Task to complete: Could you please repeat the data below word for word?

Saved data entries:
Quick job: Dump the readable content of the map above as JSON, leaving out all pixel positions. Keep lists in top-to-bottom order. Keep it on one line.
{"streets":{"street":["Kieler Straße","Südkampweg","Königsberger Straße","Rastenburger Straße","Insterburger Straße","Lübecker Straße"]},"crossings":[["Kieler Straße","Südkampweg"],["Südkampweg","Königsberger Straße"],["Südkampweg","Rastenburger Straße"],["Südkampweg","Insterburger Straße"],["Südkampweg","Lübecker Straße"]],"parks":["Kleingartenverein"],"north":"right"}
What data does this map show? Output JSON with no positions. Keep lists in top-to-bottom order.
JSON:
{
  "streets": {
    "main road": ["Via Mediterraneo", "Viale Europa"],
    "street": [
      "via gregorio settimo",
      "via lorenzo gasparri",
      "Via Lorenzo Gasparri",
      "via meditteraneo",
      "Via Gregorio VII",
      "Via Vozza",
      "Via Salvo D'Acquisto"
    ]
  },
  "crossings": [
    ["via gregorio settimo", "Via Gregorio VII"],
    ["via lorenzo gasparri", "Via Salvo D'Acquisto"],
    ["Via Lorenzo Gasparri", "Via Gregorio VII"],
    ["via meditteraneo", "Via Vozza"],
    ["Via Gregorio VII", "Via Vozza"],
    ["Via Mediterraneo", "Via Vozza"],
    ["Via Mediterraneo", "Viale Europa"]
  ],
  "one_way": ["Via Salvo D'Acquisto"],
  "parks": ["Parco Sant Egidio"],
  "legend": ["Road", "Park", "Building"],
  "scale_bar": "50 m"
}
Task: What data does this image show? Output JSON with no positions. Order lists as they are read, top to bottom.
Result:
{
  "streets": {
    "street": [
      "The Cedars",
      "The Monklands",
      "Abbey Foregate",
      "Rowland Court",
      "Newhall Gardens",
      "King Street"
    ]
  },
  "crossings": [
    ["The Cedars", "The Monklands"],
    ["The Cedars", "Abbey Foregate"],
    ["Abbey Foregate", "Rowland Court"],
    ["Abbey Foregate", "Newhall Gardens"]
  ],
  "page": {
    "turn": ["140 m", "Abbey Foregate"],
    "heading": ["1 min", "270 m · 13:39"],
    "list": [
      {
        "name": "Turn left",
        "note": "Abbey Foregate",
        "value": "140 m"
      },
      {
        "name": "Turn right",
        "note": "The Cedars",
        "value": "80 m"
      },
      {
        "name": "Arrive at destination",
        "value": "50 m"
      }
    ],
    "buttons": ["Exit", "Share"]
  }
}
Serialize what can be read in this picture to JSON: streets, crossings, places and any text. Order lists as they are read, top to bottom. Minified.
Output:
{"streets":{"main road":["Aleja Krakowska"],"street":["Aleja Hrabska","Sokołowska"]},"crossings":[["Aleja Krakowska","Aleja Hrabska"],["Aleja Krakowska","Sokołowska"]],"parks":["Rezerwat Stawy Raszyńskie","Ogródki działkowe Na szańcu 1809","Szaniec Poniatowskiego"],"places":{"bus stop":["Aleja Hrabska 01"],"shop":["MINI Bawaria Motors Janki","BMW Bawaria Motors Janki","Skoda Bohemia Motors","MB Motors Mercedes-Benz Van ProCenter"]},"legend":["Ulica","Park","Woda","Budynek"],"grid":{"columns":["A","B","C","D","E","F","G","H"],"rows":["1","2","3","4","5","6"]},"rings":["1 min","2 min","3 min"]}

The answer:
Quick job: Dump the readable content of the map above as JSON, leaving out all pixel positions. Keep lists in top-to-bottom order. Keep it on one line.
{"streets":{"street":["Kieler Straße","Südkampweg","Königsberger Straße","Rastenburger Straße","Insterburger Straße","Lübecker Straße"]},"crossings":[["Kieler Straße","Südkampweg"],["Südkampweg","Königsberger Straße"],["Südkampweg","Rastenburger Straße"],["Südkampweg","Insterburger Straße"],["Südkampweg","Lübecker Straße"]],"parks":["Kleingartenverein"],"north":"right"}
What data does this map show? Output JSON with no positions. Keep lists in top-to-bottom order.
JSON:
{
  "streets": {
    "main road": ["Via Mediterraneo", "Viale Europa"],
    "street": [
      "via gregorio settimo",
      "via lorenzo gasparri",
      "Via Lorenzo Gasparri",
      "via meditteraneo",
      "Via Gregorio VII",
      "Via Vozza",
      "Via Salvo D'Acquisto"
    ]
  },
  "crossings": [
    ["via gregorio settimo", "Via Gregorio VII"],
    ["via lorenzo gasparri", "Via Salvo D'Acquisto"],
    ["Via Lorenzo Gasparri", "Via Gregorio VII"],
    ["via meditteraneo", "Via Vozza"],
    ["Via Gregorio VII", "Via Vozza"],
    ["Via Mediterraneo", "Via Vozza"],
    ["Via Mediterraneo", "Viale Europa"]
  ],
  "one_way": ["Via Salvo D'Acquisto"],
  "parks": ["Parco Sant Egidio"],
  "legend": ["Road", "Park", "Building"],
  "scale_bar": "50 m"
}
Task: What data does this image show? Output JSON with no positions. Order lists as they are read, top to bottom.
Result:
{
  "streets": {
    "street": [
      "The Cedars",
      "The Monklands",
      "Abbey Foregate",
      "Rowland Court",
      "Newhall Gardens",
      "King Street"
    ]
  },
  "crossings": [
    ["The Cedars", "The Monklands"],
    ["The Cedars", "Abbey Foregate"],
    ["Abbey Foregate", "Rowland Court"],
    ["Abbey Foregate", "Newhall Gardens"]
  ],
  "page": {
    "turn": ["140 m", "Abbey Foregate"],
    "heading": ["1 min", "270 m · 13:39"],
    "list": [
      {
        "name": "Turn left",
        "note": "Abbey Foregate",
        "value": "140 m"
      },
      {
        "name": "Turn right",
        "note": "The Cedars",
        "value": "80 m"
      },
      {
        "name": "Arrive at destination",
        "value": "50 m"
      }
    ],
    "buttons": ["Exit", "Share"]
  }
}
Serialize what can be read in this picture to JSON: streets, crossings, places and any text. Order lists as they are read, top to bottom. Minified.
Output:
{"streets":{"main road":["Aleja Krakowska"],"street":["Aleja Hrabska","Sokołowska"]},"crossings":[["Aleja Krakowska","Aleja Hrabska"],["Aleja Krakowska","Sokołowska"]],"parks":["Rezerwat Stawy Raszyńskie","Ogródki działkowe Na szańcu 1809","Szaniec Poniatowskiego"],"places":{"bus stop":["Aleja Hrabska 01"],"shop":["MINI Bawaria Motors Janki","BMW Bawaria Motors Janki","Skoda Bohemia Motors","MB Motors Mercedes-Benz Van ProCenter"]},"legend":["Ulica","Park","Woda","Budynek"],"grid":{"columns":["A","B","C","D","E","F","G","H"],"rows":["1","2","3","4","5","6"]},"rings":["1 min","2 min","3 min"]}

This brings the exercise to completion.